We can’t go on like this much longer—my chief thought every morning. It’s what induced me to go to the gym after having boycotted showers for the last three days. And I’m not showering now or changing. Look what you’re doing to me, Robert! This is spring. The robins are busy constructing their tidy little nests. Air can be described as fresh. Flowers are squeaky clean and shining. They smell good.
Watching Robert get dressed this morning, I almost broke down and washed some laundry. I don’t know what possessed me to buy him that Lycra polo shirt, but his office mates don’t deserve to be subjected to the black chest hair poking through.
That’s what I’m thinking about when he phones.
“Marla," he says. "Would it be okay to bring the regional manager home for dinner tonight?”
Are you out of your mind? Have you not noticed the state of this house, of me?
“Sure, Robert. Completely feasible,” I answer. “Tell him to bring his wife.”
I hang up.
In a remote location of my heart, there’s a Proverbs 31 woman raking a tin cup across metal bars. The petulant jailer tells her to pipe down.

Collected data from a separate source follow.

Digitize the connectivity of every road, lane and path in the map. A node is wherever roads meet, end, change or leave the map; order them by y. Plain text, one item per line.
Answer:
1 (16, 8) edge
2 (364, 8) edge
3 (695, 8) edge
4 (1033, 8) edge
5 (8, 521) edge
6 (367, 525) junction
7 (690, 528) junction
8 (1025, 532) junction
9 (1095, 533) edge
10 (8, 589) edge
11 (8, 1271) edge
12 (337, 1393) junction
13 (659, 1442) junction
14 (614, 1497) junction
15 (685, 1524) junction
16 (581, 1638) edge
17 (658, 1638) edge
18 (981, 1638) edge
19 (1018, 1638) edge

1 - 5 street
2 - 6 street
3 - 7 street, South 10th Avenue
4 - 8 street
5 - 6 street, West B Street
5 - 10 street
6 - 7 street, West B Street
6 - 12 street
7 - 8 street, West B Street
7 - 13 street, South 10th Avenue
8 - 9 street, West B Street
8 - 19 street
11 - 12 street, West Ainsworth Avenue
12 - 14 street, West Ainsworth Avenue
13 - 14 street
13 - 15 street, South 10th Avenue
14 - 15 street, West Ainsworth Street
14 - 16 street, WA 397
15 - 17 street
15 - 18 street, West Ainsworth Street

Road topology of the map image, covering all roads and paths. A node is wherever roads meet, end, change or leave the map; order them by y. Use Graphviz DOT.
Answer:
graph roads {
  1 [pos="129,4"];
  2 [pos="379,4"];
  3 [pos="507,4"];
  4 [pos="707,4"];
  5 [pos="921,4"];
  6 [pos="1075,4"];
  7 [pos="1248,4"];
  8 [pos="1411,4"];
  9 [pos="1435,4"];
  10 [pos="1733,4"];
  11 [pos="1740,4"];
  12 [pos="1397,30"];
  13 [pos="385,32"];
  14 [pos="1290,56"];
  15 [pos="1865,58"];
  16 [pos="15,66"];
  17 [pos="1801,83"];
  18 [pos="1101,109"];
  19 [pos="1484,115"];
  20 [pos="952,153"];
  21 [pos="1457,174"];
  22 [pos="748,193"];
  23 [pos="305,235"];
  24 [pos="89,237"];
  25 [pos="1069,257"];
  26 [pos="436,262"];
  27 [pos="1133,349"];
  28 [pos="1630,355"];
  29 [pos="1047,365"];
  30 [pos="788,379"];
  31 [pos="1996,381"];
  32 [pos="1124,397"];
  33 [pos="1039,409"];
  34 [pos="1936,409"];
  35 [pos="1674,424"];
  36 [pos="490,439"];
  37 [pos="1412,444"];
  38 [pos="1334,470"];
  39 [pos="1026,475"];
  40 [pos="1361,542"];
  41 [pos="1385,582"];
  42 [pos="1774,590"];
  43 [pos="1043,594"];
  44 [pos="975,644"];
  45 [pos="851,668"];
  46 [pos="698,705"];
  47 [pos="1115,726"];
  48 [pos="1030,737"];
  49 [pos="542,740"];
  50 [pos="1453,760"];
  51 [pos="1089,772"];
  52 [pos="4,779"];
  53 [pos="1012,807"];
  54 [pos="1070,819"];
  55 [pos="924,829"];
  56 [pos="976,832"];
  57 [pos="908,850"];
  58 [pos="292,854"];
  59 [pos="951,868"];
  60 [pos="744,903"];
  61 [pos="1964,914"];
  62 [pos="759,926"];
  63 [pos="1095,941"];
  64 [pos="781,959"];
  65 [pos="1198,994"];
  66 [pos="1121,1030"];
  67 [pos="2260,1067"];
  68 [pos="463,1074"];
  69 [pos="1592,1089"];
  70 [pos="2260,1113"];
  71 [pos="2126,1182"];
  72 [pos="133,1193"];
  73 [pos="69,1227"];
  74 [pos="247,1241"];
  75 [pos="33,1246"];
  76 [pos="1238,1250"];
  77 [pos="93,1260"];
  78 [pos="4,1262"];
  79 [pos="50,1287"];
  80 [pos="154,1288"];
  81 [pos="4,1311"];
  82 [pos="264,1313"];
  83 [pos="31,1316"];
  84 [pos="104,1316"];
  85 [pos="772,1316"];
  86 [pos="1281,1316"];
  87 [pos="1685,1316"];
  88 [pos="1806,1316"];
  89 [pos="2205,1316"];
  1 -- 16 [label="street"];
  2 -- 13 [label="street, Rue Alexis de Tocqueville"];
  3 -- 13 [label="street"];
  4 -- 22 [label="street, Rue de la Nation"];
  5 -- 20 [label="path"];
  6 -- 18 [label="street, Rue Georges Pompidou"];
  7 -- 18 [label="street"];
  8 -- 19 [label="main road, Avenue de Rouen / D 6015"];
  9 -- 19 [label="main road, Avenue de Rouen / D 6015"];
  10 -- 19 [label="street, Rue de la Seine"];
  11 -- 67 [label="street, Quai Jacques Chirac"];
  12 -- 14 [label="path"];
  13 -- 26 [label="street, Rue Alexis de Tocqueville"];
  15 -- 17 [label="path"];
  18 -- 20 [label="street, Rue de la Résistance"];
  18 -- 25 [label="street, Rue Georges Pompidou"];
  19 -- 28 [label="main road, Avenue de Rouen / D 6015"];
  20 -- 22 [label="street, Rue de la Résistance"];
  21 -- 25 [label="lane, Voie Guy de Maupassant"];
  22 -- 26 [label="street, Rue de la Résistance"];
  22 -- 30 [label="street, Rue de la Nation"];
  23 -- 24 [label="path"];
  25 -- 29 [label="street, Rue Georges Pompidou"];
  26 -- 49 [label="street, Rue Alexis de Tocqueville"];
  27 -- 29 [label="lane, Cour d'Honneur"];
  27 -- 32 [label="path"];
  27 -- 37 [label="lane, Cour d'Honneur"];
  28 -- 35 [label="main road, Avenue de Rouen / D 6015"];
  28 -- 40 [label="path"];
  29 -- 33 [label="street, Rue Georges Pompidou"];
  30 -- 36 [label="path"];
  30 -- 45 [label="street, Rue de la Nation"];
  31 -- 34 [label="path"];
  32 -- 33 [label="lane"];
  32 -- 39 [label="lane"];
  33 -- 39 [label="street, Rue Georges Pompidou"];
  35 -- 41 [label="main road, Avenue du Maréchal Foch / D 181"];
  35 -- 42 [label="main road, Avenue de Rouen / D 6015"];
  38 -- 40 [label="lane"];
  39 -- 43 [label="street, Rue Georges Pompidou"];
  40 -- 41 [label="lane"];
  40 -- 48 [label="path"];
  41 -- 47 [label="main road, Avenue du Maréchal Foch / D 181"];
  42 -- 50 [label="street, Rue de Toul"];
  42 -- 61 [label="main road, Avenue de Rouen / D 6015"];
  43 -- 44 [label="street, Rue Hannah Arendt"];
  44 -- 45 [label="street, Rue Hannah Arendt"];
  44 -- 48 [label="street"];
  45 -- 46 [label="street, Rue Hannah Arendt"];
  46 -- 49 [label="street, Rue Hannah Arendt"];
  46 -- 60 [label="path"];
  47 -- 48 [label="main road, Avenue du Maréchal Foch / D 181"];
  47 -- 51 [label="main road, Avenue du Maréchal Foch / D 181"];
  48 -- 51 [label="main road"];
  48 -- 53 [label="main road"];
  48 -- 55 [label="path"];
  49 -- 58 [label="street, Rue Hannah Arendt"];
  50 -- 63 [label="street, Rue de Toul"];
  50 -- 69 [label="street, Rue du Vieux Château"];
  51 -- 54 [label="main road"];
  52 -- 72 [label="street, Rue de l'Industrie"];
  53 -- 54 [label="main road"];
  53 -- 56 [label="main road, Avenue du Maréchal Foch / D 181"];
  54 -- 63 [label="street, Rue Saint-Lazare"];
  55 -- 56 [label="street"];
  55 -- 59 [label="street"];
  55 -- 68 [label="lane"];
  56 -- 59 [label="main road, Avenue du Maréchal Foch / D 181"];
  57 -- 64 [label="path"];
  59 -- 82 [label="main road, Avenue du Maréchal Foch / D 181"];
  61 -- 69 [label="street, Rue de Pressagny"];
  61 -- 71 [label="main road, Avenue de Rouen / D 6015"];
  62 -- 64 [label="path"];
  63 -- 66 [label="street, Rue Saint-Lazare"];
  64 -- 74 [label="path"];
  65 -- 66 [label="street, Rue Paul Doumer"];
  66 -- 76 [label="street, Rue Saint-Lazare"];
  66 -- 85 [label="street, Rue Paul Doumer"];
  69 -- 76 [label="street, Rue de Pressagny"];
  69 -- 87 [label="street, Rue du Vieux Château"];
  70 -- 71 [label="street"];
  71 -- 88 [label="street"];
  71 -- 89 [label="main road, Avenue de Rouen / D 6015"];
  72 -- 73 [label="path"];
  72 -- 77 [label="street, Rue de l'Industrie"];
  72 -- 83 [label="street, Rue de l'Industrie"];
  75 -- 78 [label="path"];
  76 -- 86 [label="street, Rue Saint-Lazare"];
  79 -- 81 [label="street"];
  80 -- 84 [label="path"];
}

I drag myself into the living room and swipe the orange peels off the arm of the sofa so I can flop and rest my aching head. Outside my picture window, a gentle rain begins. The drops softly ping the delicate dogwood petals of my favorite tree—the tree where the female robin built her nest and laid her eggs. They just hatched yesterday, and both father and mother are busy feeding their squawking brood.
Yet, before that happened, the female first chose a mate. I think she found the one with the longest, blackest plume. Such a shallow thing, she was. Then she went into high octane construction, finding grass and mud and hair—she got plenty from our yard thanks to Bruno—weaving the materials into a perfect bowl. Where Mr. Robin was, while she worked, I have no idea.
I look around at my disgusting bowl. Defeat oozes down my head like a cracked egg. Fine, Robert, you win. I hope you’re happy. Realistically, though, there’s no way I can get this place cleaned up, make dinner, and get myself ready for company in the three hours I have till he gets home.
I do what I swore I would never do. I call my mother. She cannot keep the glee from her voice as she begins reciting a menu. My humiliation is complete.
We wave good-bye to Gary, who has no wife, for which I’m grateful. All I had time for, in getting myself presentable, was a birdbath, so to speak. I’m feeling pretty grody and avoid lifting my arms too high. The rain from the afternoon has continued, illuminated now by the lamppost. I take Robert’s hand and step out from under the eave. He doesn’t argue.
The wetness soaks into my hair, my clothes. In it I find more than cleansing. I find suppleness, softness. I rest in his arms, my head against his chest. “Gee, Robert,” I sigh. “I hope our second month of marriage won’t be as tough as this first one’s been.”
He howls when I yank a hair from his shirt.